#### Stored data entries:
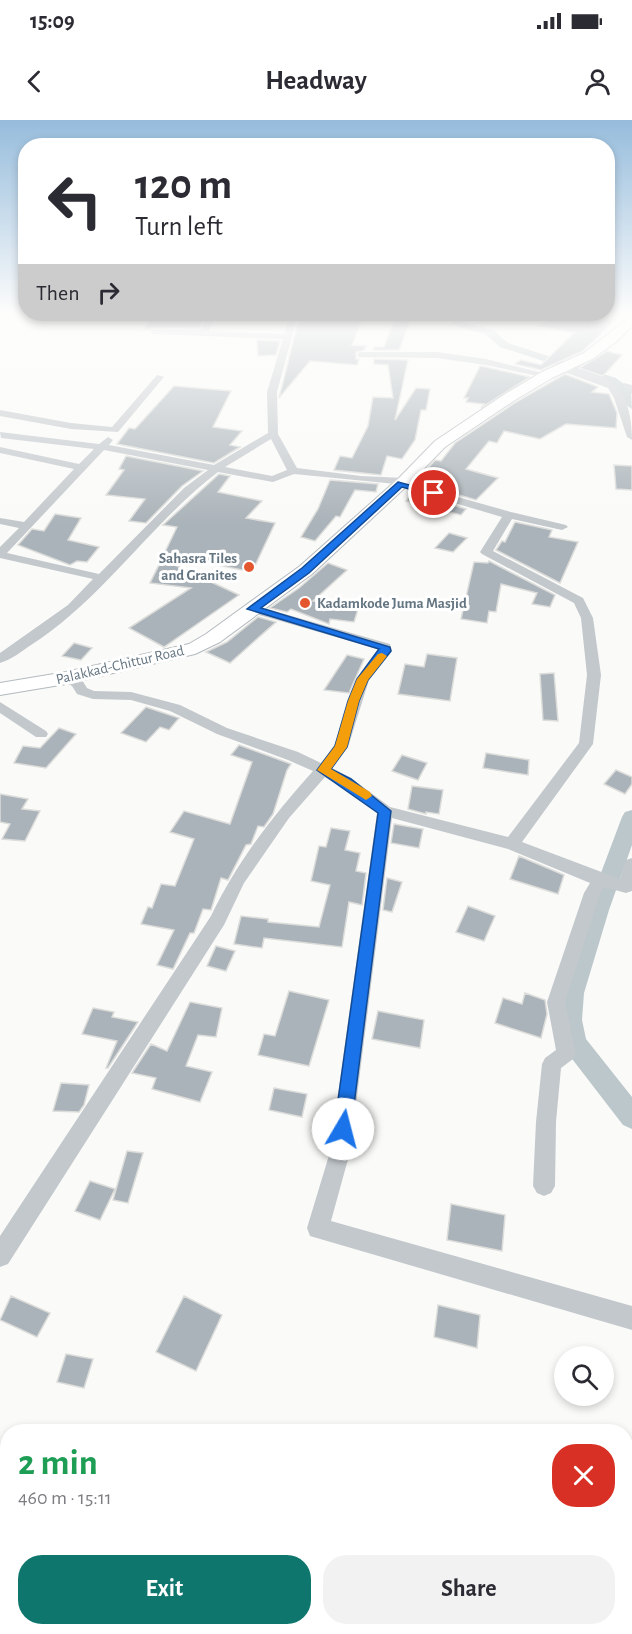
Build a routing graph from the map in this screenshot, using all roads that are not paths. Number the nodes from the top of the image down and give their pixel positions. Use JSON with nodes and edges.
{"nodes":[{"id":1,"x":155,"y":383,"type":"edge"},
{"id":2,"x":274,"y":383,"type":"edge"},
{"id":3,"x":536,"y":383,"type":"edge"},
{"id":4,"x":602,"y":383,"type":"edge"},
{"id":5,"x":0,"y":413,"type":"edge"},
{"id":6,"x":630,"y":426,"type":"edge"},
{"id":7,"x":115,"y":430,"type":"junction"},
{"id":8,"x":273,"y":434,"type":"junction"},
{"id":9,"x":1,"y":435,"type":"edge"},
{"id":10,"x":632,"y":437,"type":"edge"},
{"id":11,"x":102,"y":447,"type":"junction"},
{"id":12,"x":0,"y":450,"type":"edge"},
{"id":13,"x":218,"y":467,"type":"junction"},
{"id":14,"x":82,"y":468,"type":"junction"},
{"id":15,"x":293,"y":471,"type":"junction"},
{"id":16,"x":402,"y":482,"type":"junction"},
{"id":17,"x":510,"y":515,"type":"junction"},
{"id":18,"x":0,"y":521,"type":"edge"},
{"id":19,"x":27,"y":526,"type":"junction"},
{"id":20,"x":562,"y":527,"type":"dead end"},
{"id":21,"x":0,"y":555,"type":"edge"},
{"id":22,"x":103,"y":578,"type":"junction"},
{"id":23,"x":253,"y":609,"type":"junction"},
{"id":24,"x":0,"y":659,"type":"edge"},
{"id":25,"x":66,"y":678,"type":"junction"},
{"id":26,"x":0,"y":689,"type":"edge"},
{"id":27,"x":0,"y":706,"type":"edge"},
{"id":28,"x":41,"y":734,"type":"dead end"},
{"id":29,"x":323,"y":770,"type":"junction"},
{"id":30,"x":385,"y":811,"type":"junction"},
{"id":31,"x":512,"y":844,"type":"junction"},
{"id":32,"x":632,"y":864,"type":"edge"},
{"id":33,"x":600,"y":880,"type":"junction"},
{"id":34,"x":544,"y":1186,"type":"dead end"},
{"id":35,"x":0,"y":1256,"type":"edge"},
{"id":36,"x":632,"y":1318,"type":"edge"}],
"edges":[{"from":1,"to":7,"type":"street"},
{"from":2,"to":8,"type":"street"},
{"from":3,"to":16,"type":"main road","name":"Palakkad-Chittur Road"},
{"from":4,"to":6,"type":"street"},
{"from":5,"to":7,"type":"street"},
{"from":6,"to":10,"type":"street"},
{"from":7,"to":11,"type":"street"},
{"from":8,"to":13,"type":"street"},
{"from":8,"to":15,"type":"street"},
{"from":9,"to":11,"type":"street"},
{"from":11,"to":13,"type":"street"},
{"from":11,"to":14,"type":"street"},
{"from":12,"to":14,"type":"street"},
{"from":13,"to":15,"type":"street"},
{"from":13,"to":22,"type":"street"},
{"from":14,"to":19,"type":"street"},
{"from":15,"to":16,"type":"street"},
{"from":16,"to":17,"type":"street"},
{"from":16,"to":23,"type":"main road","name":"Palakkad-Chittur Road"},
{"from":17,"to":20,"type":"street"},
{"from":17,"to":31,"type":"street"},
{"from":18,"to":19,"type":"street"},
{"from":19,"to":21,"type":"street"},
{"from":21,"to":22,"type":"street"},
{"from":22,"to":24,"type":"street"},
{"from":23,"to":25,"type":"main road","name":"Palakkad-Chittur Road"},
{"from":23,"to":29,"type":"street"},
{"from":25,"to":26,"type":"main road","name":"Palakkad-Chittur Road"},
{"from":25,"to":29,"type":"street"},
{"from":27,"to":28,"type":"street"},
{"from":29,"to":30,"type":"street"},
{"from":29,"to":35,"type":"street"},
{"from":30,"to":31,"type":"street"},
{"from":30,"to":36,"type":"street"},
{"from":31,"to":33,"type":"street"},
{"from":32,"to":33,"type":"street"},
{"from":33,"to":34,"type":"street"}]}
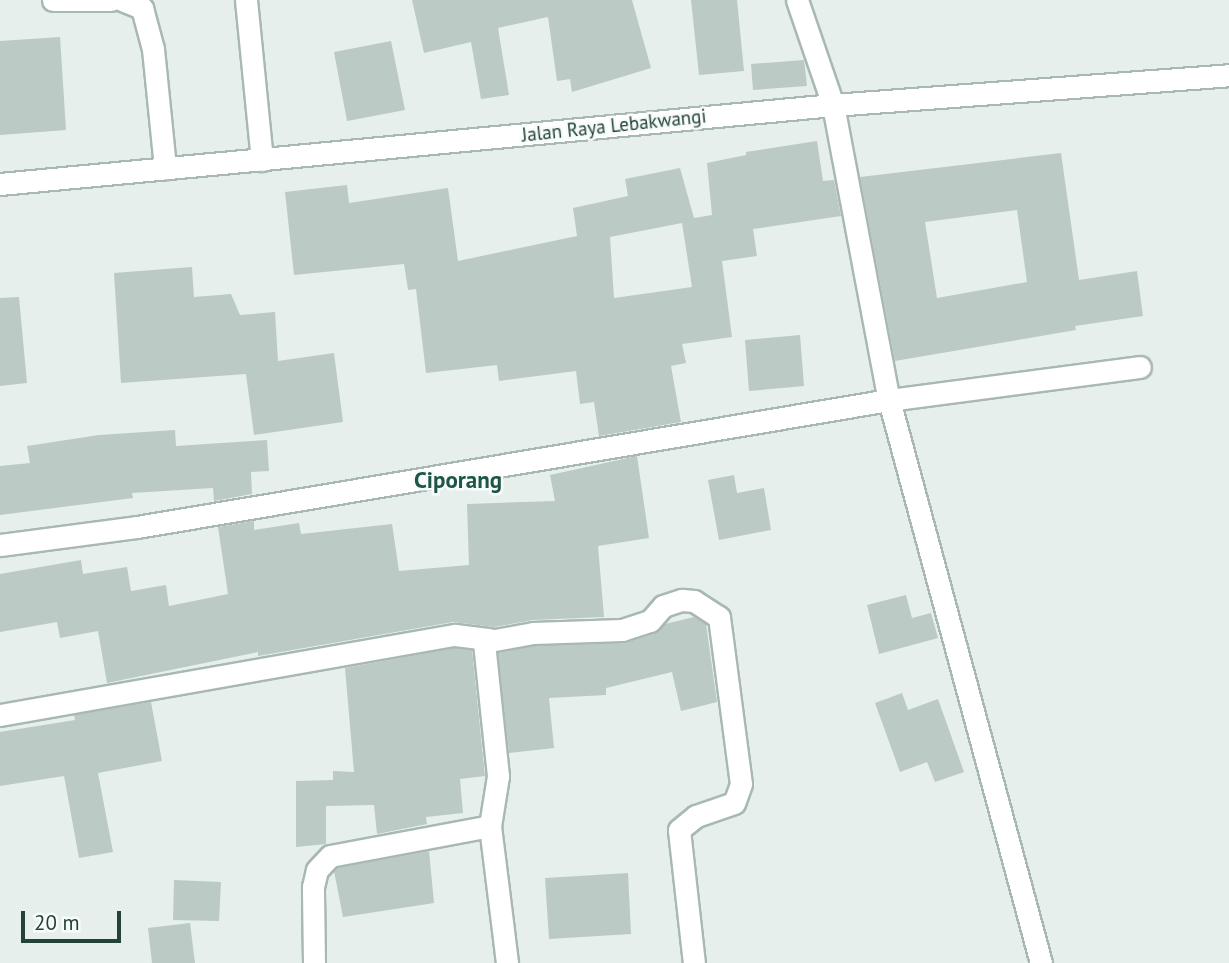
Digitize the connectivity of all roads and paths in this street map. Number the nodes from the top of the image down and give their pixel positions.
1 (53, 0) edge
2 (111, 0) edge
3 (122, 0) edge
4 (246, 0) edge
5 (797, 0) edge
6 (1229, 75) edge
7 (833, 104) junction
8 (262, 160) junction
9 (165, 168) junction
10 (0, 184) edge
11 (1140, 367) dead end
12 (889, 400) junction
13 (0, 545) edge
14 (490, 639) junction
15 (0, 715) edge
16 (490, 827) junction
17 (314, 963) edge
18 (507, 963) edge
19 (694, 963) edge
20 (1041, 963) edge

1 - 2 street
3 - 9 street
4 - 8 street
5 - 7 street
6 - 7 street, Jalan Raya Lebakwangi
7 - 8 street, Jalan Raya Lebakwangi
7 - 12 street
8 - 9 street, Jalan Raya Lebakwangi
9 - 10 street, Jalan Raya Lebakwangi
11 - 12 street
12 - 13 street
12 - 20 street
14 - 15 street
14 - 16 street
14 - 19 street
16 - 17 street
16 - 18 street

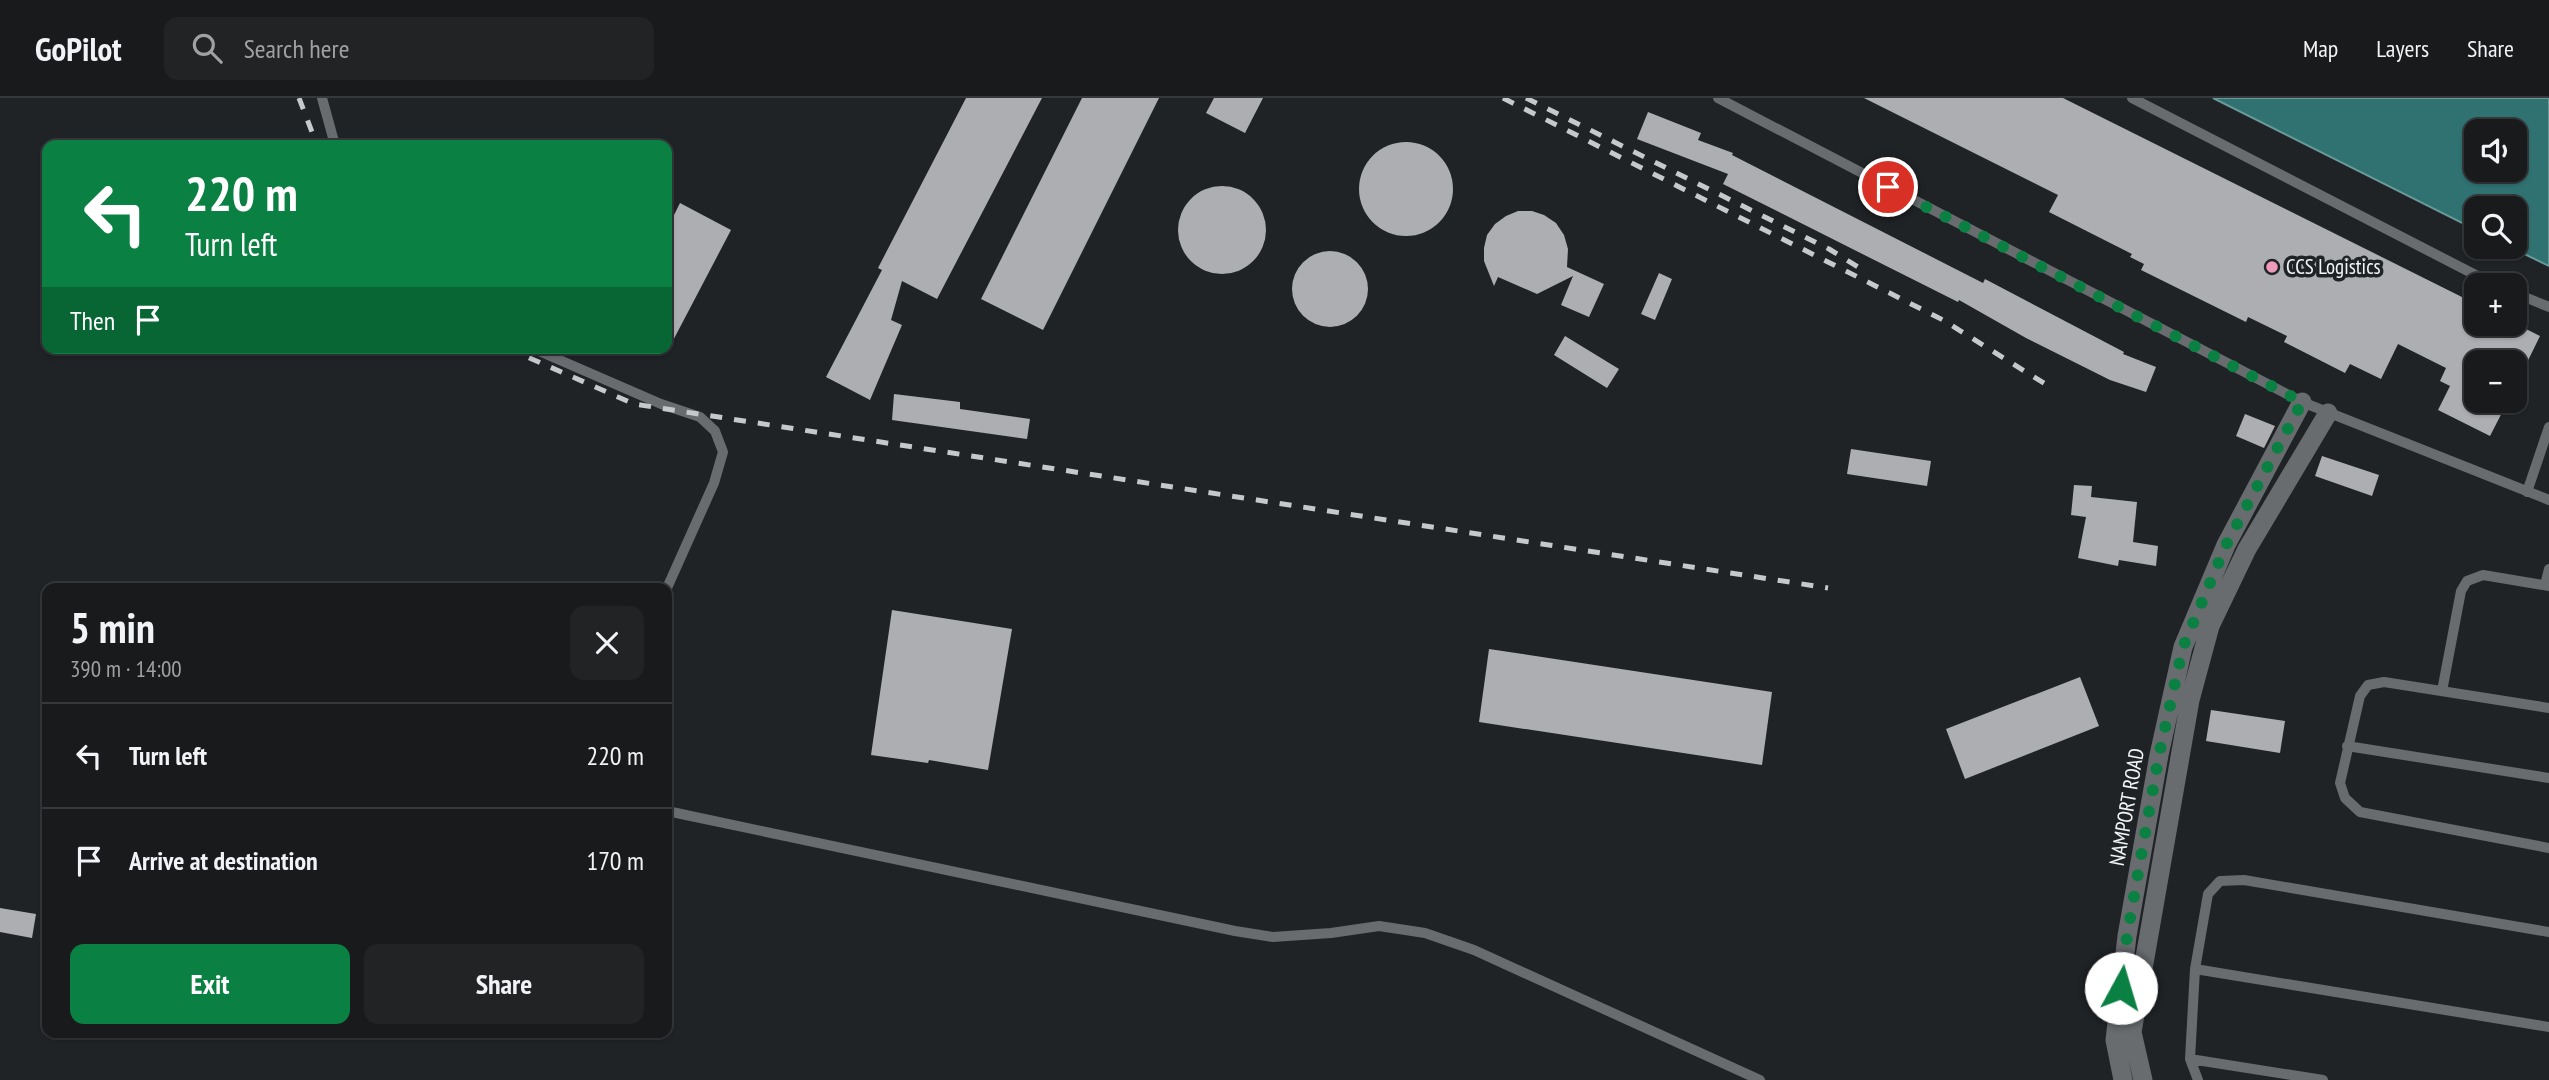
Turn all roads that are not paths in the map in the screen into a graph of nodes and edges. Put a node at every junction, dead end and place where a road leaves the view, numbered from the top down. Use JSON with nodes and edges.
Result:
{"nodes":[{"id":1,"x":323,"y":98,"type":"edge"},
{"id":2,"x":1718,"y":98,"type":"edge"},
{"id":3,"x":2132,"y":98,"type":"edge"},
{"id":4,"x":334,"y":140,"type":"edge"},
{"id":5,"x":2472,"y":273,"type":"edge"},
{"id":6,"x":2527,"y":298,"type":"edge"},
{"id":7,"x":2549,"y":307,"type":"edge"},
{"id":8,"x":546,"y":354,"type":"edge"},
{"id":9,"x":2302,"y":402,"type":"junction"},
{"id":10,"x":2329,"y":413,"type":"junction"},
{"id":11,"x":2549,"y":427,"type":"edge"},
{"id":12,"x":2527,"y":492,"type":"junction"},
{"id":13,"x":2549,"y":500,"type":"edge"},
{"id":14,"x":2549,"y":569,"type":"edge"},
{"id":15,"x":669,"y":583,"type":"edge"},
{"id":16,"x":2547,"y":586,"type":"edge"},
{"id":17,"x":2442,"y":691,"type":"junction"},
{"id":18,"x":2549,"y":708,"type":"edge"},
{"id":19,"x":2347,"y":746,"type":"junction"},
{"id":20,"x":2549,"y":778,"type":"edge"},
{"id":21,"x":672,"y":812,"type":"edge"},
{"id":22,"x":2549,"y":848,"type":"edge"},
{"id":23,"x":2549,"y":932,"type":"edge"},
{"id":24,"x":2195,"y":970,"type":"junction"},
{"id":25,"x":2549,"y":1027,"type":"edge"},
{"id":26,"x":2190,"y":1059,"type":"junction"},
{"id":27,"x":1759,"y":1080,"type":"edge"},
{"id":28,"x":2123,"y":1080,"type":"edge"},
{"id":29,"x":2143,"y":1080,"type":"edge"},
{"id":30,"x":2198,"y":1080,"type":"edge"},
{"id":31,"x":2323,"y":1080,"type":"edge"}],
"edges":[{"from":1,"to":4,"type":"lane"},
{"from":2,"to":9,"type":"lane"},
{"from":3,"to":5,"type":"lane"},
{"from":6,"to":7,"type":"lane"},
{"from":8,"to":15,"type":"lane"},
{"from":9,"to":10,"type":"lane"},
{"from":9,"to":28,"type":"street","name":"NAMPORT ROAD"},
{"from":10,"to":12,"type":"lane"},
{"from":10,"to":29,"type":"street"},
{"from":11,"to":12,"type":"lane"},
{"from":12,"to":13,"type":"lane"},
{"from":14,"to":16,"type":"lane"},
{"from":16,"to":17,"type":"lane"},
{"from":17,"to":18,"type":"lane"},
{"from":17,"to":19,"type":"lane"},
{"from":19,"to":20,"type":"lane"},
{"from":19,"to":22,"type":"lane"},
{"from":21,"to":27,"type":"lane"},
{"from":23,"to":24,"type":"lane"},
{"from":24,"to":25,"type":"lane"},
{"from":24,"to":26,"type":"lane"},
{"from":26,"to":30,"type":"lane"},
{"from":26,"to":31,"type":"lane"}]}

#### Your instructions:
Which lines of the data above contain the string "roads"? Copy each of them.

#### Completed exercise:
Build a routing graph from the map in this screenshot, using all roads that are not paths. Number the nodes from the top of the image down and give their pixel positions. Use JSON with nodes and edges.
Digitize the connectivity of all roads and paths in this street map. Number the nodes from the top of the image down and give their pixel positions.
Turn all roads that are not paths in the map in the screen into a graph of nodes and edges. Put a node at every junction, dead end and place where a road leaves the view, numbered from the top down. Use JSON with nodes and edges.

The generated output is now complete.